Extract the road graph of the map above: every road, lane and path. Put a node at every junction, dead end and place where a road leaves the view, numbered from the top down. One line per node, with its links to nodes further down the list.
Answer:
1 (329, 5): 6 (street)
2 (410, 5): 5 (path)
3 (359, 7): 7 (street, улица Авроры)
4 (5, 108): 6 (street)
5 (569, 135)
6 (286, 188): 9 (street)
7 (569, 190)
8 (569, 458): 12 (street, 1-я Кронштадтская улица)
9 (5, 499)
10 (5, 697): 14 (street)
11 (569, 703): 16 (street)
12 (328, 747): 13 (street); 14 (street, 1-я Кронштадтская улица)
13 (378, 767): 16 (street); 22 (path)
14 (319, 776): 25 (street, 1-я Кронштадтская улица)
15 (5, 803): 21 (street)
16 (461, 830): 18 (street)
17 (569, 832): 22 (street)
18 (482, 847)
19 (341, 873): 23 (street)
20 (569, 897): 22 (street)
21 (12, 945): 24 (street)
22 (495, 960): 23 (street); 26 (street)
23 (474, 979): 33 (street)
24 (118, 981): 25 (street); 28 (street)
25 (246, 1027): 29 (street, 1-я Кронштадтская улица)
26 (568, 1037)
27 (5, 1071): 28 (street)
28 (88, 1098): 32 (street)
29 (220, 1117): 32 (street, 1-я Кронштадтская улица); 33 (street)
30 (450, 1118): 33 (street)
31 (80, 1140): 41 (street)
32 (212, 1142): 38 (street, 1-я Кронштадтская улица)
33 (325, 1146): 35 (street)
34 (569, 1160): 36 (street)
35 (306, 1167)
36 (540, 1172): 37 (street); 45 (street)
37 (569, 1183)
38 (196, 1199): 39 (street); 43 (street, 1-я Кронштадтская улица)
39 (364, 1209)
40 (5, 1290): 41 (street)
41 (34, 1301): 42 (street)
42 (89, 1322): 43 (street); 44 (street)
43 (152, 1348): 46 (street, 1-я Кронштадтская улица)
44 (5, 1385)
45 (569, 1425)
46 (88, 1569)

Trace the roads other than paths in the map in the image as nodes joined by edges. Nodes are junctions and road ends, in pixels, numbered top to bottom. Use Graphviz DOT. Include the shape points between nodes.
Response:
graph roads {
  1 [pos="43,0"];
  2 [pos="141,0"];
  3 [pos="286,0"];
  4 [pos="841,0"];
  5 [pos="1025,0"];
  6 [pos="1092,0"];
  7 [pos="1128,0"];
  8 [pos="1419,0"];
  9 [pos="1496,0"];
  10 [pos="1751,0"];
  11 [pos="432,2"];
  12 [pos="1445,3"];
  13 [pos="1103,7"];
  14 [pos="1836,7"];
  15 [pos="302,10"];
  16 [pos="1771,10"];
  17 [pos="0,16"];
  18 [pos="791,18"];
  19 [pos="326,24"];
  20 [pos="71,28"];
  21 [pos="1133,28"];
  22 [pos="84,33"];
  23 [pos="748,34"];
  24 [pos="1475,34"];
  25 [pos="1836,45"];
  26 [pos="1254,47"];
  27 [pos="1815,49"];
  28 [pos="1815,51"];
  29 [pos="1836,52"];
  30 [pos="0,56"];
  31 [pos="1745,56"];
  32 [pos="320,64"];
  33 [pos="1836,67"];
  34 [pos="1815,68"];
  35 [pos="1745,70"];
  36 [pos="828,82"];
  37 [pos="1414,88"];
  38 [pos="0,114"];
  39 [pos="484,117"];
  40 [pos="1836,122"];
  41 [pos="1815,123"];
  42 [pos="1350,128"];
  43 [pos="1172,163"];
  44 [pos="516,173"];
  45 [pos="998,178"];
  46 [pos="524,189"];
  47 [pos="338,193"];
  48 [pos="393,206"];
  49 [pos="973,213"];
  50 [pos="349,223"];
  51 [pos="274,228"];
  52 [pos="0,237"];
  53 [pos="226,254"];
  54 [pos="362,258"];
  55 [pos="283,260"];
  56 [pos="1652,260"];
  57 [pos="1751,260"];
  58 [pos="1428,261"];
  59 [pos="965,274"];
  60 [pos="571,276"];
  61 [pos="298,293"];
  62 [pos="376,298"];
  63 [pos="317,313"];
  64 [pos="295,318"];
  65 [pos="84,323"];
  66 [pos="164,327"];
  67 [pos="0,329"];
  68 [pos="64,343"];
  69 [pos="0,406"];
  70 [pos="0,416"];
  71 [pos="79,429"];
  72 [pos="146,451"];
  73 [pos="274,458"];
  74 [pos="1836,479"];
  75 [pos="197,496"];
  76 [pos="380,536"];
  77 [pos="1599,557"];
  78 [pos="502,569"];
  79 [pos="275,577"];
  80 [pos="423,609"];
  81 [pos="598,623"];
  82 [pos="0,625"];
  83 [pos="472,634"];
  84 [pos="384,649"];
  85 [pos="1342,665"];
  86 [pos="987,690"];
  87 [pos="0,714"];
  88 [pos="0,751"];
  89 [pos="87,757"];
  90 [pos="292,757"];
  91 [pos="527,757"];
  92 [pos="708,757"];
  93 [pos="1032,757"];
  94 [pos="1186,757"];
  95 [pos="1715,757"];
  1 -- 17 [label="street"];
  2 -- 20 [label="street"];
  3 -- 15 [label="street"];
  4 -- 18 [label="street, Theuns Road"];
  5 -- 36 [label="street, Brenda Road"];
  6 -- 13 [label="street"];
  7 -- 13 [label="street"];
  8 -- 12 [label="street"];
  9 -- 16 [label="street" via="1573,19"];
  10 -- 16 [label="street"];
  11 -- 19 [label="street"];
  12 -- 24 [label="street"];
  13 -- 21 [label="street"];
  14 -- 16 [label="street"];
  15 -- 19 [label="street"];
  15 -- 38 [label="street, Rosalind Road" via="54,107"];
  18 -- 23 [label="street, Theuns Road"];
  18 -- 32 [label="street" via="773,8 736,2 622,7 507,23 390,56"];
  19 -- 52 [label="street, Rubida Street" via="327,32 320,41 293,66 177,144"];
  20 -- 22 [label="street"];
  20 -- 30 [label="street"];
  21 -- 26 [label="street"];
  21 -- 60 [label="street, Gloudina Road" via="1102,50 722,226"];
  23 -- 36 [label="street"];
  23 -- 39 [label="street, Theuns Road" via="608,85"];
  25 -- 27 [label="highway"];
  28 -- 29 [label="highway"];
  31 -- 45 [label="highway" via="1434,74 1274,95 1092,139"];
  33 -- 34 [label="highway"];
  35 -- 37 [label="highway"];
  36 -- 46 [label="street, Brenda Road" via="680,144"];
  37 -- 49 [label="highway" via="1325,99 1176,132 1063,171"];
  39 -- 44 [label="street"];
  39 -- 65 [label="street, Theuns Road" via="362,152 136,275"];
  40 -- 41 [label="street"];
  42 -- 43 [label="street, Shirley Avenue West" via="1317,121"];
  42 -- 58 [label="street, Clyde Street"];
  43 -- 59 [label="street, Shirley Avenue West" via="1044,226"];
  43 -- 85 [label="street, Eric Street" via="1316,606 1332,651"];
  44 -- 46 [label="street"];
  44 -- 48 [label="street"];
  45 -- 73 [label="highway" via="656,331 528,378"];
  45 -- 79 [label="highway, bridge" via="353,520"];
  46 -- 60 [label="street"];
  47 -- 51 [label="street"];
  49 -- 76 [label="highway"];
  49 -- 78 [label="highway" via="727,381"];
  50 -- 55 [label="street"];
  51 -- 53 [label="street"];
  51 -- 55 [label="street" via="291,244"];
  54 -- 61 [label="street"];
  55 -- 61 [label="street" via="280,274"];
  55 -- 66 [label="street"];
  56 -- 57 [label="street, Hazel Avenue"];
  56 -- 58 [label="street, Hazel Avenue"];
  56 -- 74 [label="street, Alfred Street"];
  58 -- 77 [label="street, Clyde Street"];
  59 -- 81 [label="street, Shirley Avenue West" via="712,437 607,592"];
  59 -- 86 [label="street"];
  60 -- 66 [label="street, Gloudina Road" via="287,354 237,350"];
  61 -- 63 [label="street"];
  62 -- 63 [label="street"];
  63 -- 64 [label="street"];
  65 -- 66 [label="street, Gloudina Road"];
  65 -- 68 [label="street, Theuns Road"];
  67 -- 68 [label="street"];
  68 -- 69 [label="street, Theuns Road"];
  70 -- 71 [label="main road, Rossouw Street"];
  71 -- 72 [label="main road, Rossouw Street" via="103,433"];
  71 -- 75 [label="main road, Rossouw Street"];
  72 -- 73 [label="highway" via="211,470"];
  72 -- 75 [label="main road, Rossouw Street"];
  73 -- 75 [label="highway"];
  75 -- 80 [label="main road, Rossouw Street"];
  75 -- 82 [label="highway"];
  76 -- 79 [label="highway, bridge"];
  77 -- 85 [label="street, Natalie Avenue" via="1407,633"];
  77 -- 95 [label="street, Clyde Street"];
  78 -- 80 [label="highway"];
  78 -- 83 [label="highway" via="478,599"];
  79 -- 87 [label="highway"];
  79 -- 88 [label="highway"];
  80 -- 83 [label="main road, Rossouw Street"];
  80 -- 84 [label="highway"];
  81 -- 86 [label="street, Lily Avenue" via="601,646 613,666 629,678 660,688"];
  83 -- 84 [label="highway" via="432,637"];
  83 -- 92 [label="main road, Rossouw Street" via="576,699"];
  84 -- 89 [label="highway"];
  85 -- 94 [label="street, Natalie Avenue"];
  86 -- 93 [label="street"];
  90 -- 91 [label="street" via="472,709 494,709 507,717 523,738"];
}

====================

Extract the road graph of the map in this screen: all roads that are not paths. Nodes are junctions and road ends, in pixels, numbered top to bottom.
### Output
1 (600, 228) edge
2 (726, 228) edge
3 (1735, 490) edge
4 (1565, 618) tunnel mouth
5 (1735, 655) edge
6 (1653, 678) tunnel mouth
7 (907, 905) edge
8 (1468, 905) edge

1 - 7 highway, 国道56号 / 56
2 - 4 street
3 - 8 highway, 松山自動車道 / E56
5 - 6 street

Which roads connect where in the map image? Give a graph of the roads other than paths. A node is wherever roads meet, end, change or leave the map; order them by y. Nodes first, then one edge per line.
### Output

====================

• YOUR ASSIGNMENT
Only the lines containing "bottom" are needed; pull them out of the listing.

• YOUR SOLUTION
Trace the roads other than paths in the map in the image as nodes joined by edges. Nodes are junctions and road ends, in pixels, numbered top to bottom. Use Graphviz DOT. Include the shape points between nodes.
Extract the road graph of the map in this screen: all roads that are not paths. Nodes are junctions and road ends, in pixels, numbered top to bottom.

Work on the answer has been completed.